## Data section
——————

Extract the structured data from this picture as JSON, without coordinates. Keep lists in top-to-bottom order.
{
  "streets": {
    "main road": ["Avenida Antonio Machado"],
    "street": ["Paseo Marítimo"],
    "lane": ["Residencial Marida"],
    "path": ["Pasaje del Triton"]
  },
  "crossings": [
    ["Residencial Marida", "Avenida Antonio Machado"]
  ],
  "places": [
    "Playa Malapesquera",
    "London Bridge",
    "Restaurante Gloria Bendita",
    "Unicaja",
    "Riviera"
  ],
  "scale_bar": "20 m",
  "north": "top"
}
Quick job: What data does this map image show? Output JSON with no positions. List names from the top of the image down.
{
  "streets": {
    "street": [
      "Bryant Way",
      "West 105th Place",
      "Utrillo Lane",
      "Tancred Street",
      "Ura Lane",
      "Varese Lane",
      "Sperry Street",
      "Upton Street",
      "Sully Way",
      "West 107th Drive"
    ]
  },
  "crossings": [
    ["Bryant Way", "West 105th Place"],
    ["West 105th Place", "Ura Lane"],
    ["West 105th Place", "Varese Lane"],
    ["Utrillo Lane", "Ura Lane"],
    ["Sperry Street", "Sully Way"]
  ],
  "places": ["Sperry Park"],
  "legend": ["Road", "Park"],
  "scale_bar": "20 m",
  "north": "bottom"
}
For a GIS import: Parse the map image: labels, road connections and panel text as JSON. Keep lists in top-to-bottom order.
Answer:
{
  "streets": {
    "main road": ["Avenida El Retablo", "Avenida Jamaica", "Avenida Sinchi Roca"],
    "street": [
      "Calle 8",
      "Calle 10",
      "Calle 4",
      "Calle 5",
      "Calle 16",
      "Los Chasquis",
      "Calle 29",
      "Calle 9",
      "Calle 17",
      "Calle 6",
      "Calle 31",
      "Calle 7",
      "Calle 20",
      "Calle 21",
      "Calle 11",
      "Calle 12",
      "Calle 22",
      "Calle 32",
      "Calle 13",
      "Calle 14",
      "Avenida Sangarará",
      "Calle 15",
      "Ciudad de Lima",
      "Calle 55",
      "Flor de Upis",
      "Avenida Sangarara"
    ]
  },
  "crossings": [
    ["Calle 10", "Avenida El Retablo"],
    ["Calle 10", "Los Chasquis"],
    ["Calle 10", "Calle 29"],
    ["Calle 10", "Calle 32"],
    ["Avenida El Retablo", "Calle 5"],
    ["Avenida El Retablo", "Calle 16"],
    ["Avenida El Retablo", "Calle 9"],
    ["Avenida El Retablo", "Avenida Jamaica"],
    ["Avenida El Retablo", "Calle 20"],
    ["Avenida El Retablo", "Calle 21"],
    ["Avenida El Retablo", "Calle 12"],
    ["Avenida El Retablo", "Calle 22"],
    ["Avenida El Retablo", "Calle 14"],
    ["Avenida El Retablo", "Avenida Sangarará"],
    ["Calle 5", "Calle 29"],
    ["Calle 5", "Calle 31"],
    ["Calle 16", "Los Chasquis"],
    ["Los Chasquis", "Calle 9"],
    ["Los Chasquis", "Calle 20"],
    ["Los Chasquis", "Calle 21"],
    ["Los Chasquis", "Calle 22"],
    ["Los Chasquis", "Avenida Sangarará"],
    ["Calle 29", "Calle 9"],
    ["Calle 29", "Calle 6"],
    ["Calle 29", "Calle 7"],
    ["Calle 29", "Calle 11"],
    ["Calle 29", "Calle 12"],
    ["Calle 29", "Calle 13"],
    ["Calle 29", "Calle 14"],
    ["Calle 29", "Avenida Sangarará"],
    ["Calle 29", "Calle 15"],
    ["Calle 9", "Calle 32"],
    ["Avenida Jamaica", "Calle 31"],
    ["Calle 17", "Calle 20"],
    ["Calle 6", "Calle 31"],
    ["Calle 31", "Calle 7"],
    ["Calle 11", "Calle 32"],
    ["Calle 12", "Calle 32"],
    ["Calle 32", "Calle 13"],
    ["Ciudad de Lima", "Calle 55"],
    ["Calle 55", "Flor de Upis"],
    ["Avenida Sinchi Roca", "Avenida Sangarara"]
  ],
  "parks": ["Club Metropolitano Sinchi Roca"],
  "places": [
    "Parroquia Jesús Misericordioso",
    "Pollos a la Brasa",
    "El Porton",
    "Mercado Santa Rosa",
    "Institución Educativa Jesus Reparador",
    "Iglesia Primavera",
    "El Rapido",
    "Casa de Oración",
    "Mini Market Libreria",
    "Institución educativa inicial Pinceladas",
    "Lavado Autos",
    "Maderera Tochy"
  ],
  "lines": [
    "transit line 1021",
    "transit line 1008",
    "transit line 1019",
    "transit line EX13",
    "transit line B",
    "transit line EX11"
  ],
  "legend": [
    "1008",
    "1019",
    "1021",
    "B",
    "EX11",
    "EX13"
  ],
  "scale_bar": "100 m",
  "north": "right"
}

——————

All records shown above are to be repeated exactly.

Extract the structured data from this picture as JSON, without coordinates. Keep lists in top-to-bottom order.
{
  "streets": {
    "main road": ["Avenida Antonio Machado"],
    "street": ["Paseo Marítimo"],
    "lane": ["Residencial Marida"],
    "path": ["Pasaje del Triton"]
  },
  "crossings": [
    ["Residencial Marida", "Avenida Antonio Machado"]
  ],
  "places": [
    "Playa Malapesquera",
    "London Bridge",
    "Restaurante Gloria Bendita",
    "Unicaja",
    "Riviera"
  ],
  "scale_bar": "20 m",
  "north": "top"
}
Quick job: What data does this map image show? Output JSON with no positions. List names from the top of the image down.
{
  "streets": {
    "street": [
      "Bryant Way",
      "West 105th Place",
      "Utrillo Lane",
      "Tancred Street",
      "Ura Lane",
      "Varese Lane",
      "Sperry Street",
      "Upton Street",
      "Sully Way",
      "West 107th Drive"
    ]
  },
  "crossings": [
    ["Bryant Way", "West 105th Place"],
    ["West 105th Place", "Ura Lane"],
    ["West 105th Place", "Varese Lane"],
    ["Utrillo Lane", "Ura Lane"],
    ["Sperry Street", "Sully Way"]
  ],
  "places": ["Sperry Park"],
  "legend": ["Road", "Park"],
  "scale_bar": "20 m",
  "north": "bottom"
}
For a GIS import: Parse the map image: labels, road connections and panel text as JSON. Keep lists in top-to-bottom order.
Answer:
{
  "streets": {
    "main road": ["Avenida El Retablo", "Avenida Jamaica", "Avenida Sinchi Roca"],
    "street": [
      "Calle 8",
      "Calle 10",
      "Calle 4",
      "Calle 5",
      "Calle 16",
      "Los Chasquis",
      "Calle 29",
      "Calle 9",
      "Calle 17",
      "Calle 6",
      "Calle 31",
      "Calle 7",
      "Calle 20",
      "Calle 21",
      "Calle 11",
      "Calle 12",
      "Calle 22",
      "Calle 32",
      "Calle 13",
      "Calle 14",
      "Avenida Sangarará",
      "Calle 15",
      "Ciudad de Lima",
      "Calle 55",
      "Flor de Upis",
      "Avenida Sangarara"
    ]
  },
  "crossings": [
    ["Calle 10", "Avenida El Retablo"],
    ["Calle 10", "Los Chasquis"],
    ["Calle 10", "Calle 29"],
    ["Calle 10", "Calle 32"],
    ["Avenida El Retablo", "Calle 5"],
    ["Avenida El Retablo", "Calle 16"],
    ["Avenida El Retablo", "Calle 9"],
    ["Avenida El Retablo", "Avenida Jamaica"],
    ["Avenida El Retablo", "Calle 20"],
    ["Avenida El Retablo", "Calle 21"],
    ["Avenida El Retablo", "Calle 12"],
    ["Avenida El Retablo", "Calle 22"],
    ["Avenida El Retablo", "Calle 14"],
    ["Avenida El Retablo", "Avenida Sangarará"],
    ["Calle 5", "Calle 29"],
    ["Calle 5", "Calle 31"],
    ["Calle 16", "Los Chasquis"],
    ["Los Chasquis", "Calle 9"],
    ["Los Chasquis", "Calle 20"],
    ["Los Chasquis", "Calle 21"],
    ["Los Chasquis", "Calle 22"],
    ["Los Chasquis", "Avenida Sangarará"],
    ["Calle 29", "Calle 9"],
    ["Calle 29", "Calle 6"],
    ["Calle 29", "Calle 7"],
    ["Calle 29", "Calle 11"],
    ["Calle 29", "Calle 12"],
    ["Calle 29", "Calle 13"],
    ["Calle 29", "Calle 14"],
    ["Calle 29", "Avenida Sangarará"],
    ["Calle 29", "Calle 15"],
    ["Calle 9", "Calle 32"],
    ["Avenida Jamaica", "Calle 31"],
    ["Calle 17", "Calle 20"],
    ["Calle 6", "Calle 31"],
    ["Calle 31", "Calle 7"],
    ["Calle 11", "Calle 32"],
    ["Calle 12", "Calle 32"],
    ["Calle 32", "Calle 13"],
    ["Ciudad de Lima", "Calle 55"],
    ["Calle 55", "Flor de Upis"],
    ["Avenida Sinchi Roca", "Avenida Sangarara"]
  ],
  "parks": ["Club Metropolitano Sinchi Roca"],
  "places": [
    "Parroquia Jesús Misericordioso",
    "Pollos a la Brasa",
    "El Porton",
    "Mercado Santa Rosa",
    "Institución Educativa Jesus Reparador",
    "Iglesia Primavera",
    "El Rapido",
    "Casa de Oración",
    "Mini Market Libreria",
    "Institución educativa inicial Pinceladas",
    "Lavado Autos",
    "Maderera Tochy"
  ],
  "lines": [
    "transit line 1021",
    "transit line 1008",
    "transit line 1019",
    "transit line EX13",
    "transit line B",
    "transit line EX11"
  ],
  "legend": [
    "1008",
    "1019",
    "1021",
    "B",
    "EX11",
    "EX13"
  ],
  "scale_bar": "100 m",
  "north": "right"
}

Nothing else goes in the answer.